Fast zwei Wochen verbringt Späth mit einer schweren Gehirnerschütterung dort, hat danach zehn Jahre mit Hautproblemen zu kämpfen. ,,Das war meine mit Abstand schwerste Verletzung", sagt der heute 80-Jährige. Zurück im Team des SC Opel hilft er sechs Spielzeiten mit, dass die Gelb-Schwarzen in der seinerzeit zweitklassigen Regionalliga Süd bleiben. Mit dem 163. Einsatz am 19. Mai 1971 gegen SSV Reutlingen, in dem der Abwehrchef noch einmal seiner ursprünglichen Passion als Stürmer frönt, endet Späths Ära im SCO-Trikot. Während der gebürtige Weisenauer noch eine letzte Runde bei TG Ober-Roden anhängt, steigt der Sport-Club ein Jahr später ab und verschwindet bald darauf in der Versenkung.

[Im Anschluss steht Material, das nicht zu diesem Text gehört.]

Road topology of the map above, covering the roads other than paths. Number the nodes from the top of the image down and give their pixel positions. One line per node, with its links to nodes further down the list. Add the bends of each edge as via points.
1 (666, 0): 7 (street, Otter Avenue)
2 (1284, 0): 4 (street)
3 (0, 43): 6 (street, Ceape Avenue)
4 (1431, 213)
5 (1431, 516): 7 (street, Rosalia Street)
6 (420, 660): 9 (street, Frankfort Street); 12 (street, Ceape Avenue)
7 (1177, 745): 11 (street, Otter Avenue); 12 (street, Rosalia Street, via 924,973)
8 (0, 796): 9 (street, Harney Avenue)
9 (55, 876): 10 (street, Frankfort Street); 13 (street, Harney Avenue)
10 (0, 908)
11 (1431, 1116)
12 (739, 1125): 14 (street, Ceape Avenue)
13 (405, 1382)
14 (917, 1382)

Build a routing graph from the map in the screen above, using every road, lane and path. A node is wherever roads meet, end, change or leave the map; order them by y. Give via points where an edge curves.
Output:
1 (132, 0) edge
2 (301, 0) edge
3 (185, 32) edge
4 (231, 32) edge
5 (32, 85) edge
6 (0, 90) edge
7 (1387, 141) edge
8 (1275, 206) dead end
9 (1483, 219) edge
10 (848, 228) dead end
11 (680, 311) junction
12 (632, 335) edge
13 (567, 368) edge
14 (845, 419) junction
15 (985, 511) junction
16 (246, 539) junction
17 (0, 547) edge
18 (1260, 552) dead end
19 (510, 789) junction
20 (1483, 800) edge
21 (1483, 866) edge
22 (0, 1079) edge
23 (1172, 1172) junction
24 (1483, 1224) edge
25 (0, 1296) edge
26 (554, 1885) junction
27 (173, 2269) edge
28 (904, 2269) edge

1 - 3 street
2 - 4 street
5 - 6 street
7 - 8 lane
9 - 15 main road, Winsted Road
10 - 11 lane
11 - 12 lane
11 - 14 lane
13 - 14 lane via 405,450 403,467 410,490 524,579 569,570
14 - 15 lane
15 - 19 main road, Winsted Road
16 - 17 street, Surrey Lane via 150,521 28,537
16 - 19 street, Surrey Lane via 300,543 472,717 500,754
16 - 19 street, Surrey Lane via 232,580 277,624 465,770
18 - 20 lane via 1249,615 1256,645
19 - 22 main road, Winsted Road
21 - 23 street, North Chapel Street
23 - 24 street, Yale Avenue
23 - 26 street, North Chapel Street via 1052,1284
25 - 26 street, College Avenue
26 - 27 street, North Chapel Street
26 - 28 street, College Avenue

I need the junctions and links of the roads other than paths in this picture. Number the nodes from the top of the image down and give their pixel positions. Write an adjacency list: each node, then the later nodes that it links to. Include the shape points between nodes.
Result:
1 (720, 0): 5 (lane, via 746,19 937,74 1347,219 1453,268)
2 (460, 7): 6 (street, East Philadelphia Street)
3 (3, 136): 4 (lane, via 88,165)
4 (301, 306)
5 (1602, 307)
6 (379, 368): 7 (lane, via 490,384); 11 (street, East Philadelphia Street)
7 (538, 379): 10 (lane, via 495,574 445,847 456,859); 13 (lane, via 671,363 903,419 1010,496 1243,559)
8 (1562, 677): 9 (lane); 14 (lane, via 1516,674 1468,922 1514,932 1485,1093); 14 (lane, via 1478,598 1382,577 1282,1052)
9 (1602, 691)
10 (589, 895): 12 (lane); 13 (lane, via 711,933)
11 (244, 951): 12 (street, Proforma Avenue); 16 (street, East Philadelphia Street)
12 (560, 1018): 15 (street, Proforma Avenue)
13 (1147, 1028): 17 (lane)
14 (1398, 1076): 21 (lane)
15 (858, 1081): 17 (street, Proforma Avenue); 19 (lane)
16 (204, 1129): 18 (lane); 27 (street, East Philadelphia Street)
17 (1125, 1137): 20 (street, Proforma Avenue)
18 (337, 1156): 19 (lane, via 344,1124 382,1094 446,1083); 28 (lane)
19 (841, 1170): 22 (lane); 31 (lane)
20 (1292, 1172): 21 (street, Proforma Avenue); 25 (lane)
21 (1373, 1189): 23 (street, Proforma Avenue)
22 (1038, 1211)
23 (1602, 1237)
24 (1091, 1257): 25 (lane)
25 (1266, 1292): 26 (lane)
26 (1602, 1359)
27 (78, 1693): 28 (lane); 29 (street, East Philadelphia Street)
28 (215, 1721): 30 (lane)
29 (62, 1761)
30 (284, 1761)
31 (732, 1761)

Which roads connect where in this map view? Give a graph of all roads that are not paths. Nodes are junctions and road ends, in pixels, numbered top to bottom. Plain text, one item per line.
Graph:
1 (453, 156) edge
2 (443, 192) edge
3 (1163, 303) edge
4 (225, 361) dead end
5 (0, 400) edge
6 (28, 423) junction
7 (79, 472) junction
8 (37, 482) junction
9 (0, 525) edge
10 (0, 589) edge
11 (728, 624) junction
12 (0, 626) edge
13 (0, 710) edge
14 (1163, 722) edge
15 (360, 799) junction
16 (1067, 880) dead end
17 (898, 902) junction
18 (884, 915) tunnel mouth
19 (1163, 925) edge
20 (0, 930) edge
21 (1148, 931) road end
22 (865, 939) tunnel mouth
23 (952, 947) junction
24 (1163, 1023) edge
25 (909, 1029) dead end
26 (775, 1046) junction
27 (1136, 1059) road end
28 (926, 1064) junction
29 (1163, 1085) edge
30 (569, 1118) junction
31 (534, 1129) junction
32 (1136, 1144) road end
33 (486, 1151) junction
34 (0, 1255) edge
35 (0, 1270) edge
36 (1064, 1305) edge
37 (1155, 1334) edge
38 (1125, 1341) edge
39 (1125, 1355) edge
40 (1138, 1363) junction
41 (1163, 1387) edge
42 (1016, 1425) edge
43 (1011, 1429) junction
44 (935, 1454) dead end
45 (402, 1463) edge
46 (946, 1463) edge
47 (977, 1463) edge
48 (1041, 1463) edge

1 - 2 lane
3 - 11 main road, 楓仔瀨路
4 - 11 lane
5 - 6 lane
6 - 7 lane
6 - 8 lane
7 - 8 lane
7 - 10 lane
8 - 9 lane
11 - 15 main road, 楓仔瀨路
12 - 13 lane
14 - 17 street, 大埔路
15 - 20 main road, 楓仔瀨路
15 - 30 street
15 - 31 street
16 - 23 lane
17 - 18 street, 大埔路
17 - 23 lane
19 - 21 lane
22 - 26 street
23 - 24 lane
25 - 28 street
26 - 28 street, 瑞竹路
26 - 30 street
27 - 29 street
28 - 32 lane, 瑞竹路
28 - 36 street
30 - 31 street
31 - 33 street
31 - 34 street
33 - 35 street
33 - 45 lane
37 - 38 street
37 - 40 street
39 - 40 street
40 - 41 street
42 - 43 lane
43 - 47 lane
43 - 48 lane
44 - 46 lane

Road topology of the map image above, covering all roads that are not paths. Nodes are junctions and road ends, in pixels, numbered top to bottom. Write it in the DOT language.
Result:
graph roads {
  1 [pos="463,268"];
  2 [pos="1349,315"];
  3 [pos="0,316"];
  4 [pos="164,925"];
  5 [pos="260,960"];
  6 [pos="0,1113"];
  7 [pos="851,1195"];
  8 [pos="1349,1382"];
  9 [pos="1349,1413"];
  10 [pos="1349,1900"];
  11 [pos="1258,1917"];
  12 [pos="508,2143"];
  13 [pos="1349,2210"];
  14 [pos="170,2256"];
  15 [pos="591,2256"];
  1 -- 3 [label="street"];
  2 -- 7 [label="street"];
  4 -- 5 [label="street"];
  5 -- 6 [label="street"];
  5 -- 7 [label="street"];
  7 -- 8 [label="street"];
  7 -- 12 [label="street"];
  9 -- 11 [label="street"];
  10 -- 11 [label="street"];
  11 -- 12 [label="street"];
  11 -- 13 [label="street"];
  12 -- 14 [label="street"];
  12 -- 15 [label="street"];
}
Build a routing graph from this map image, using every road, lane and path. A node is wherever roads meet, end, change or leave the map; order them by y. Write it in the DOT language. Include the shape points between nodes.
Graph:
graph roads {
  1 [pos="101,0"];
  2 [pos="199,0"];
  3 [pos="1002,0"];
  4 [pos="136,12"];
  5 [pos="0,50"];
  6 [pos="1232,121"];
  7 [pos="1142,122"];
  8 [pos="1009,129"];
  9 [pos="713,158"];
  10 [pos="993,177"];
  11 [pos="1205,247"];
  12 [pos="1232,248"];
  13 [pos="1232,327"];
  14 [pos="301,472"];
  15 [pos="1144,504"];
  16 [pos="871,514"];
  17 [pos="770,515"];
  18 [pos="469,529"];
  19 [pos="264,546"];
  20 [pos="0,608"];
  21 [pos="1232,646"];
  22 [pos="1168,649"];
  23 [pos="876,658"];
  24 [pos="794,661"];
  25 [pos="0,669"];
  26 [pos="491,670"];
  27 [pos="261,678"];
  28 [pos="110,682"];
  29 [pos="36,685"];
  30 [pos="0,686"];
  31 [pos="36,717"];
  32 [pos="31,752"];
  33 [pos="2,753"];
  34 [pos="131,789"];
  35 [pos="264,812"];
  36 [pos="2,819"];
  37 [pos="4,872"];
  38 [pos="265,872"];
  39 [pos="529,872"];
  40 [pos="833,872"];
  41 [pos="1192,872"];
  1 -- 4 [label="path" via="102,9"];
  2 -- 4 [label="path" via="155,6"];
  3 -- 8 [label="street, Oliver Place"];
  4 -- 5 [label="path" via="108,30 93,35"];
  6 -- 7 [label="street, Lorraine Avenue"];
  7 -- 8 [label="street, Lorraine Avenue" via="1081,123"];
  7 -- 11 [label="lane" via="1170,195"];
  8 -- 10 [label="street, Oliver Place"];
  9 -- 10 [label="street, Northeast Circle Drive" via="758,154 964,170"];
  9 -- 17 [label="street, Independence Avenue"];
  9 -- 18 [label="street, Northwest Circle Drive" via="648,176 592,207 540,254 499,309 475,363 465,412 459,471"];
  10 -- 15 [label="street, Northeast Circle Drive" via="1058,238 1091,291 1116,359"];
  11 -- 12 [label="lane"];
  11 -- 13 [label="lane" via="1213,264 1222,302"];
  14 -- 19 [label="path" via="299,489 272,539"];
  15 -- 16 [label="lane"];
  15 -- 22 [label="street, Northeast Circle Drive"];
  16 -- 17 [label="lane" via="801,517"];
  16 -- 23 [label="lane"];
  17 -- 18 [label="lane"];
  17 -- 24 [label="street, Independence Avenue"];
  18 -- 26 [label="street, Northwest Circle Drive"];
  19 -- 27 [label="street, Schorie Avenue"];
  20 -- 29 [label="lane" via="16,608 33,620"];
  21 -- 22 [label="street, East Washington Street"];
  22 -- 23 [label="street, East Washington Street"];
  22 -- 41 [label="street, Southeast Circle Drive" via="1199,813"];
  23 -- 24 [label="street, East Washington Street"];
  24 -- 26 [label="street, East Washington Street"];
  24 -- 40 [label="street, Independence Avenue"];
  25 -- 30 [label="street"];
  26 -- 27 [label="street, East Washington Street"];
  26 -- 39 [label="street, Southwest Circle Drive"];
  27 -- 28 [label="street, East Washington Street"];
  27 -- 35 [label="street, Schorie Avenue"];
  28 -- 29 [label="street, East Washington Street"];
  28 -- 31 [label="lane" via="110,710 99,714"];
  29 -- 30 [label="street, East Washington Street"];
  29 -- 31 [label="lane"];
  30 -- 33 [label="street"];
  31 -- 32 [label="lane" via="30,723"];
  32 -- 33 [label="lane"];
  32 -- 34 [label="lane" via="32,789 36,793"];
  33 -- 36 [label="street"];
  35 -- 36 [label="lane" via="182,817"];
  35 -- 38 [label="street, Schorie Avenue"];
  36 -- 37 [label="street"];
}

Keine Freigabe für Italien

Viel hat freilich nicht gefehlt, und Friedel Späth, der seit gut 37 Jahren in Haßloch zu Hause ist, wäre gar nicht nach Rüsselsheim gekommen. Schließlich hatte der hochbegabte und vor allem flexibel einsetzbare Kicker beim 1. FC Kaiserslautern ab 1956 gemeinsame Sache mit den 54er-Weltmeistern Fritz und Ottmar Walter gemacht und in drei Oberliga-Spielzeiten - die Bundesliga wurde 1963 eingeführt - 38 Tore erzielt. Fritz Walter wurde Trauzeuge und der Kontakt hielt lange, obwohl es Späth 1959 für zwei Jahre zum Karlsruher SC (25 Tore/mit einem Freundschaftsspiel gegen Peles FC Santos), danach für vier Jahre zum FSV Frankfurt (65 Tore) zog. ,,Der Fritz hat manchmal zu mir gesagt, dass wir einfach zu früh geboren wurden", erzählt Späth, auf die damaligen und aktuellen Entlohnungen der Profis angesprochen. ,,Man kann das natürlich nicht vergleichen, aber das heute ist einfach zu viel. Wir haben maximal 320 Mark im Monat und 70 Mark für einen Sieg bekommen."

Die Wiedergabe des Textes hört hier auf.